# Problem to work on:
Consider the data that follows and state how many lines contain the string "item", using the number alone.

---

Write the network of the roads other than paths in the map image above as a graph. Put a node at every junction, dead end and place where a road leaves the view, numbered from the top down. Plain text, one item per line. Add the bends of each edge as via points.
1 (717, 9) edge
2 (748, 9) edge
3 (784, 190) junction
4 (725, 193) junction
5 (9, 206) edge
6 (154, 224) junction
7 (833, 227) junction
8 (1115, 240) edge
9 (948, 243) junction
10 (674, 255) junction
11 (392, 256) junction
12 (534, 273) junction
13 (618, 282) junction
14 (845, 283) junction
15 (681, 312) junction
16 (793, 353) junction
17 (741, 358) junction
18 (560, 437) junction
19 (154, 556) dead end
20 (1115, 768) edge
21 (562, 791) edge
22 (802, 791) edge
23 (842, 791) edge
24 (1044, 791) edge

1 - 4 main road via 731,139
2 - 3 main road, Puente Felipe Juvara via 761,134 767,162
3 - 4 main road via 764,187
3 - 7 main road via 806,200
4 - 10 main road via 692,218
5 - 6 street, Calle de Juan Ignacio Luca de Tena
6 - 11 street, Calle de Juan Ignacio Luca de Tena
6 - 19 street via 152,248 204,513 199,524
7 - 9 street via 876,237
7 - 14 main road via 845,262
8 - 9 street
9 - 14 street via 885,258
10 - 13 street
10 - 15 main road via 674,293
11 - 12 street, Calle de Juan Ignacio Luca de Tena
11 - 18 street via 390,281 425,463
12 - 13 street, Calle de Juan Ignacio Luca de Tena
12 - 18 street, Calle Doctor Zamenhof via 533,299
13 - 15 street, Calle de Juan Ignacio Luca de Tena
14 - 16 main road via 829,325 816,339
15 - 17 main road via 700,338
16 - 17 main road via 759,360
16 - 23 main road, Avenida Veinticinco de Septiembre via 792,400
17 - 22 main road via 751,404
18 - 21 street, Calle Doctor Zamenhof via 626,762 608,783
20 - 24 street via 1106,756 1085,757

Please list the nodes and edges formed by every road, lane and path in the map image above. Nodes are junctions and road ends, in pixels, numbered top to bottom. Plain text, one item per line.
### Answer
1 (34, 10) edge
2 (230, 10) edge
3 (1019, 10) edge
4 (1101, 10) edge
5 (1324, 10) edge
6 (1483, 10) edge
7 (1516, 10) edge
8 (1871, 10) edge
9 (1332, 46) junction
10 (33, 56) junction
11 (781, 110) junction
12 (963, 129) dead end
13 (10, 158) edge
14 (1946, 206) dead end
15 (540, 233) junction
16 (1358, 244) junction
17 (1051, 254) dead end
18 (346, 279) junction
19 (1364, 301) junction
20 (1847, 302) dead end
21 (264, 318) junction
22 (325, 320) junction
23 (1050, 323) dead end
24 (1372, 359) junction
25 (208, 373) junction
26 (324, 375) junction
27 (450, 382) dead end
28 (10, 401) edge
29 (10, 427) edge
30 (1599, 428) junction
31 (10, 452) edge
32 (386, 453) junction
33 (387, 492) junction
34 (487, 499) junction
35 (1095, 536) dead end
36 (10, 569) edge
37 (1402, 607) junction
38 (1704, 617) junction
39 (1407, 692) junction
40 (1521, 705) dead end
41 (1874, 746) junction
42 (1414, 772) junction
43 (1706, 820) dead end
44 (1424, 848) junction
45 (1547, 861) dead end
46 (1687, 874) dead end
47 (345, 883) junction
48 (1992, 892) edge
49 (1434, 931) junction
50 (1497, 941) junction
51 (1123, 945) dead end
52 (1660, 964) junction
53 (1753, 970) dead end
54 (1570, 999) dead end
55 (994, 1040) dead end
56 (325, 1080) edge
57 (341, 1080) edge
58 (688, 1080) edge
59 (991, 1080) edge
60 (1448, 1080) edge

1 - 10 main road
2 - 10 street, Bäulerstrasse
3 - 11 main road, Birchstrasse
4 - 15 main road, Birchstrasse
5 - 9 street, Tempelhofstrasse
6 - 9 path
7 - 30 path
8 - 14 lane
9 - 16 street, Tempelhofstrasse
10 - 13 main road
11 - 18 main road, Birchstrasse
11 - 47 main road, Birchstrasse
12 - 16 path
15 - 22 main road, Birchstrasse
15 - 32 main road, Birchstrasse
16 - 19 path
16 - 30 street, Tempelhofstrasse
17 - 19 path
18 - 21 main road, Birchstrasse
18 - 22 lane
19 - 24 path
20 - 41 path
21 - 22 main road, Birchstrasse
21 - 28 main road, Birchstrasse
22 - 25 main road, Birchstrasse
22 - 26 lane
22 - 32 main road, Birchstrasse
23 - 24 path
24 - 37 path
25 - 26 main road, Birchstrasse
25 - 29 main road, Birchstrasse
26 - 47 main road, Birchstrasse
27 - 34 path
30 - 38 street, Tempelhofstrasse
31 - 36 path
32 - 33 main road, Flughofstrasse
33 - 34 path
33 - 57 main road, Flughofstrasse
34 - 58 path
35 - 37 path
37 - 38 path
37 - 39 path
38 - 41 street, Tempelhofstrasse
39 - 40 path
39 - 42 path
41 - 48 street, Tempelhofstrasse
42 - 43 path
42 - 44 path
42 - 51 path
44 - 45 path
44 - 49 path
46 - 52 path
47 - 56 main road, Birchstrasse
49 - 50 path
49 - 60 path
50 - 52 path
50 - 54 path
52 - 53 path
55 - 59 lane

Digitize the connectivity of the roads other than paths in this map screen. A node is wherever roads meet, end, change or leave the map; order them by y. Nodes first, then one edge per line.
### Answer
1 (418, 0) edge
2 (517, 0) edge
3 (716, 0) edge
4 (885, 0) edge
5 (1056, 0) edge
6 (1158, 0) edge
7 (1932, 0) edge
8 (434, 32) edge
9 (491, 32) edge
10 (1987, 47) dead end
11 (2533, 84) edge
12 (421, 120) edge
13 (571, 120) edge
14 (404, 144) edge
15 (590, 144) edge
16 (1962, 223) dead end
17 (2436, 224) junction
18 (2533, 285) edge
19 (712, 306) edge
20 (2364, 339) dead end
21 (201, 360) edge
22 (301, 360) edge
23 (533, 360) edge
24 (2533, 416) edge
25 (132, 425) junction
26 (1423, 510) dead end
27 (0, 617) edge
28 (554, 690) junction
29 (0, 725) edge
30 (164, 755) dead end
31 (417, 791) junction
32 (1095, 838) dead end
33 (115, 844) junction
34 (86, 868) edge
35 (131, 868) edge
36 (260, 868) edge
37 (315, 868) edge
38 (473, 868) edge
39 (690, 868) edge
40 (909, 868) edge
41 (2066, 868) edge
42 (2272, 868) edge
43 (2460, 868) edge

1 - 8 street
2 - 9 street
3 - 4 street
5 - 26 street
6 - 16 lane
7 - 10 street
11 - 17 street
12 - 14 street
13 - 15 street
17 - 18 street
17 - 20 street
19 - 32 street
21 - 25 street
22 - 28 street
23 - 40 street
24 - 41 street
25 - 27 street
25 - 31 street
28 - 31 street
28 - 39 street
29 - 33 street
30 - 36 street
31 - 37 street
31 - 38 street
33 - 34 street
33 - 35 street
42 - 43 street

---

# Written solution:
2